→ Problem requirements
For the string "joint", find every matching line in the records and copy it.
#### Listed records
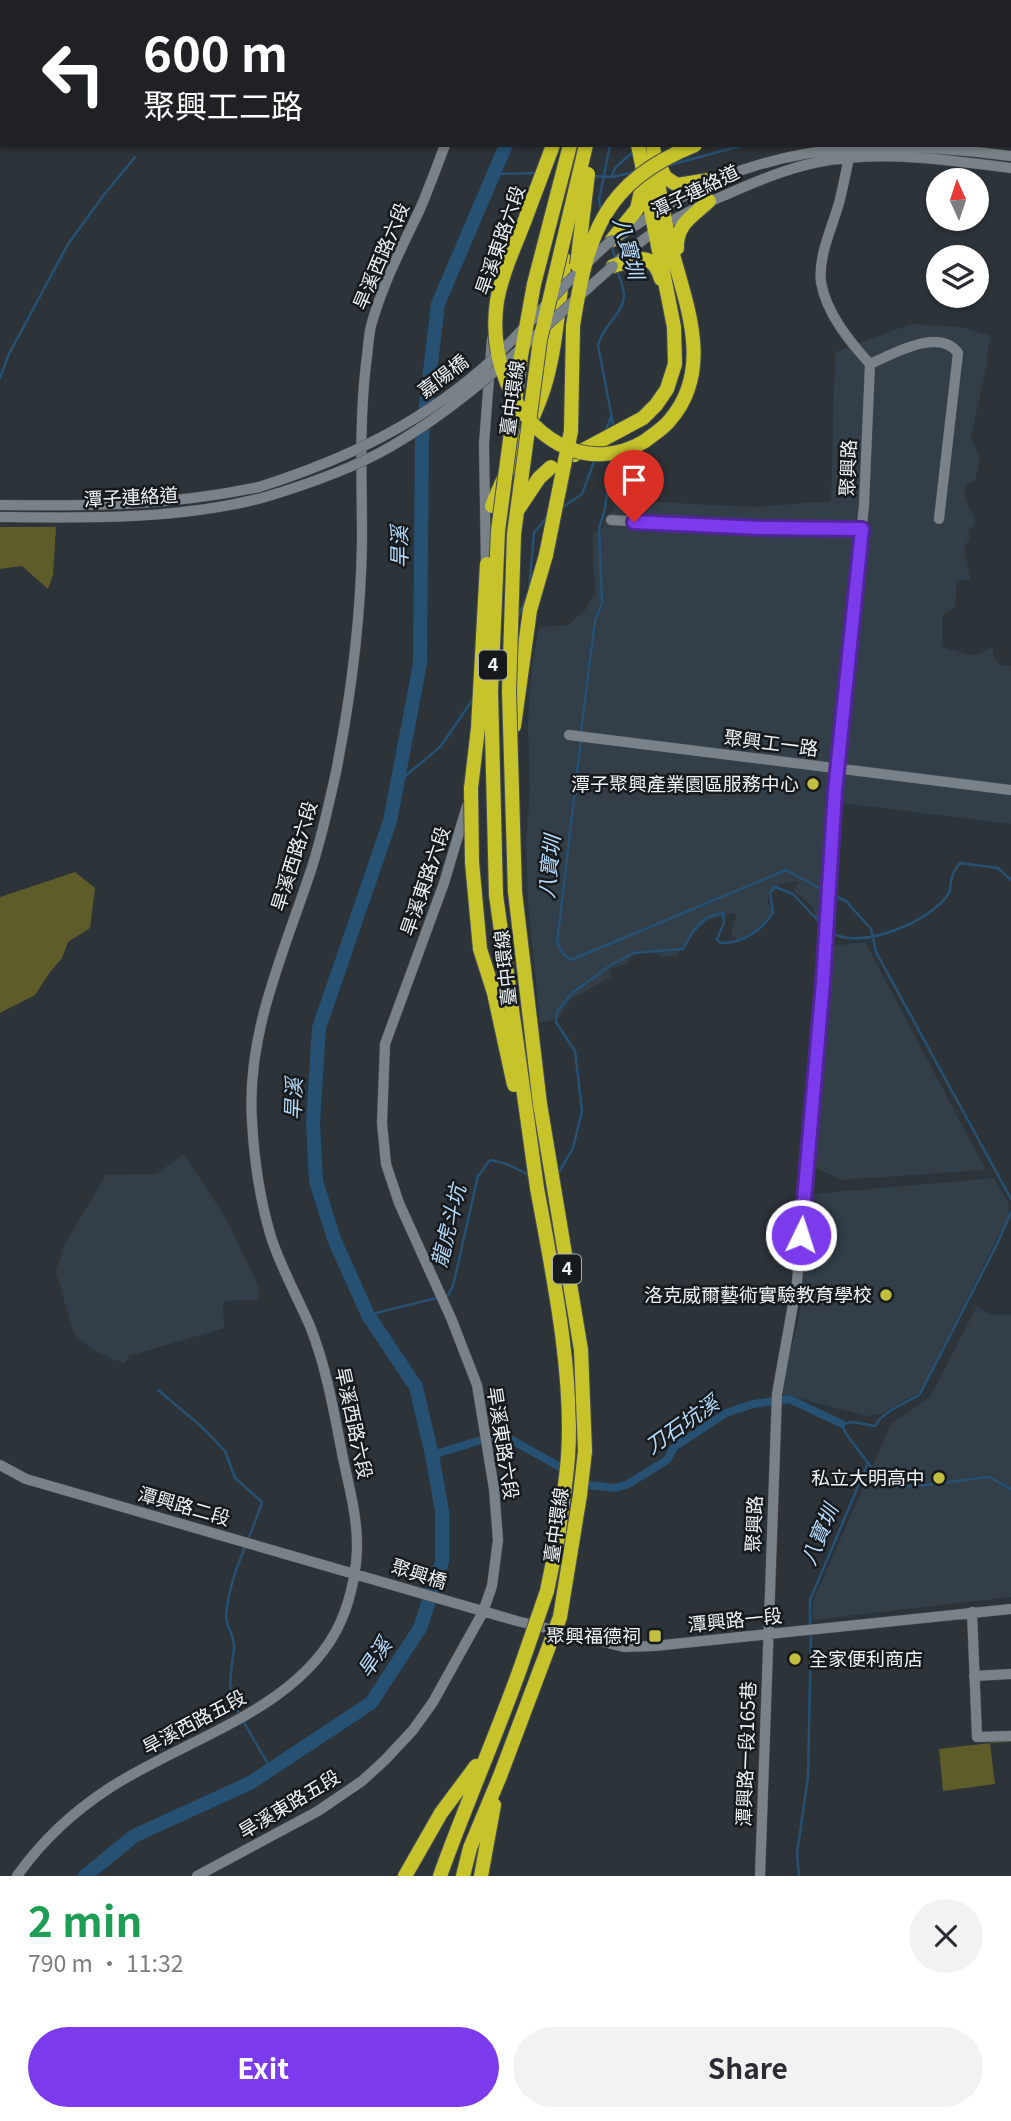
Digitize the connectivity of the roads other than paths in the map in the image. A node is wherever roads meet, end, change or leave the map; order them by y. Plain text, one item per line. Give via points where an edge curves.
1 (444, 147) edge
2 (552, 147) edge
3 (552, 147) edge
4 (569, 147) edge
5 (587, 147) edge
6 (587, 147) edge
7 (595, 147) edge
8 (648, 147) edge
9 (648, 147) edge
10 (649, 147) edge
11 (691, 147) edge
12 (845, 147) edge
13 (851, 147) edge
14 (926, 147) edge
15 (1011, 156) edge
16 (848, 159) junction
17 (1011, 168) edge
18 (644, 174) junction
19 (722, 178) junction
20 (709, 201) junction
21 (658, 210) junction
22 (662, 225) junction
23 (612, 240) junction
24 (613, 266) junction
25 (678, 267) junction
26 (666, 287) junction
27 (573, 326) junction
28 (870, 364) junction
29 (259, 487) joint
30 (262, 498) joint
31 (0, 505) edge
32 (0, 517) edge
33 (939, 519) dead end
34 (611, 520) dead end
35 (862, 529) junction
36 (484, 619) junction
37 (569, 735) dead end
38 (511, 752) junction
39 (837, 770) junction
40 (1011, 790) edge
41 (537, 1188) junction
42 (0, 1465) edge
43 (358, 1574) junction
44 (467, 1607) joint
45 (1011, 1609) edge
46 (483, 1612) junction
47 (972, 1612) junction
48 (768, 1634) junction
49 (1011, 1674) edge
50 (974, 1676) junction
51 (1011, 1736) edge
52 (490, 1748) junction
53 (500, 1776) junction
54 (17, 1876) edge
55 (197, 1876) edge
56 (405, 1876) edge
57 (440, 1876) edge
58 (463, 1876) edge
59 (481, 1876) edge
60 (760, 1876) edge

1 - 43 street, 旱溪西路六段 via 392,266 371,328 361,422 361,591 349,692 324,825 267,998 252,1084 251,1119 266,1216 325,1367 356,1520
2 - 25 highway, bridge via 498,300 499,356 506,379 524,414 539,430 564,446 608,454 625,452 669,422 692,379 694,332
3 - 46 street, 旱溪東路六段 via 513,244 495,305 484,444 486,664 468,804 385,1044 382,1123 386,1164 477,1385 498,1540 492,1586
4 - 41 highway, 臺中環線 / 4, bridge via 534,284 521,356 498,531 491,691 496,895
5 - 36 highway, bridge via 544,387 492,506
6 - 38 highway, 臺中環線 / 4, bridge via 540,340 514,534
7 - 27 highway, bridge via 586,183
8 - 18 highway
9 - 21 highway
10 - 19 highway via 672,184
11 - 27 highway, bridge via 643,173 606,212 584,263
12 - 19 street, 潭子連絡道 via 785,157
13 - 16 street
14 - 15 street, 潭子連絡道
16 - 17 street, 潭子連絡道 via 903,157
16 - 20 street, 潭子連絡道 via 778,173
16 - 28 street via 821,277 829,305 850,342
18 - 21 highway
18 - 23 highway via 637,209
19 - 21 street, 潭子連絡道
20 - 22 street, 潭子連絡道
20 - 25 highway via 678,231
21 - 22 highway
21 - 23 street, 潭子連絡道
22 - 24 street, 潭子連絡道
22 - 25 highway
22 - 26 highway
23 - 29 street, 嘉陽橋, bridge via 494,357 419,416 338,460
24 - 26 highway via 646,259 655,264
24 - 30 street, 嘉陽橋, bridge via 434,419 334,474
26 - 36 highway, bridge via 676,351 671,379 661,399 635,424 551,467 539,478 520,505
27 - 38 highway, bridge via 571,431 530,610
28 - 33 street via 937,342 949,344 958,353
28 - 35 street, 聚興路
29 - 31 street, 潭子連絡道 via 152,504
30 - 32 street, 潭子連絡道 via 154,515
34 - 35 street
35 - 39 street, 聚興路
36 - 41 highway, bridge via 471,788 474,895 480,949
37 - 39 street, 聚興工一路
38 - 53 highway, 臺中環線 / 4, bridge via 516,892 540,1104 581,1350 584,1451 560,1617
39 - 40 street, 聚興工一路
39 - 48 street, 聚興路 via 797,1282 777,1394
41 - 52 highway, 臺中環線 / 4, bridge via 563,1347 568,1455 547,1591
42 - 43 street, 潭興路二段 via 26,1479
43 - 44 street, 聚興橋
43 - 54 street, 旱溪西路五段 via 341,1622 297,1679 261,1706 107,1789 57,1828
44 - 46 street, 潭興路一段
45 - 47 street, 潭興路一段
46 - 48 street, 潭興路一段 via 624,1647
46 - 55 street, 旱溪東路五段 via 433,1702 385,1760 318,1811
47 - 48 street, 潭興路一段
47 - 50 street
48 - 60 street, 潭興路一段165巷
49 - 50 street
50 - 51 street via 977,1737
52 - 56 highway via 441,1813
52 - 57 highway
53 - 58 highway
53 - 59 highway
########
→ Written solution
29 (259, 487) joint
30 (262, 498) joint
44 (467, 1607) joint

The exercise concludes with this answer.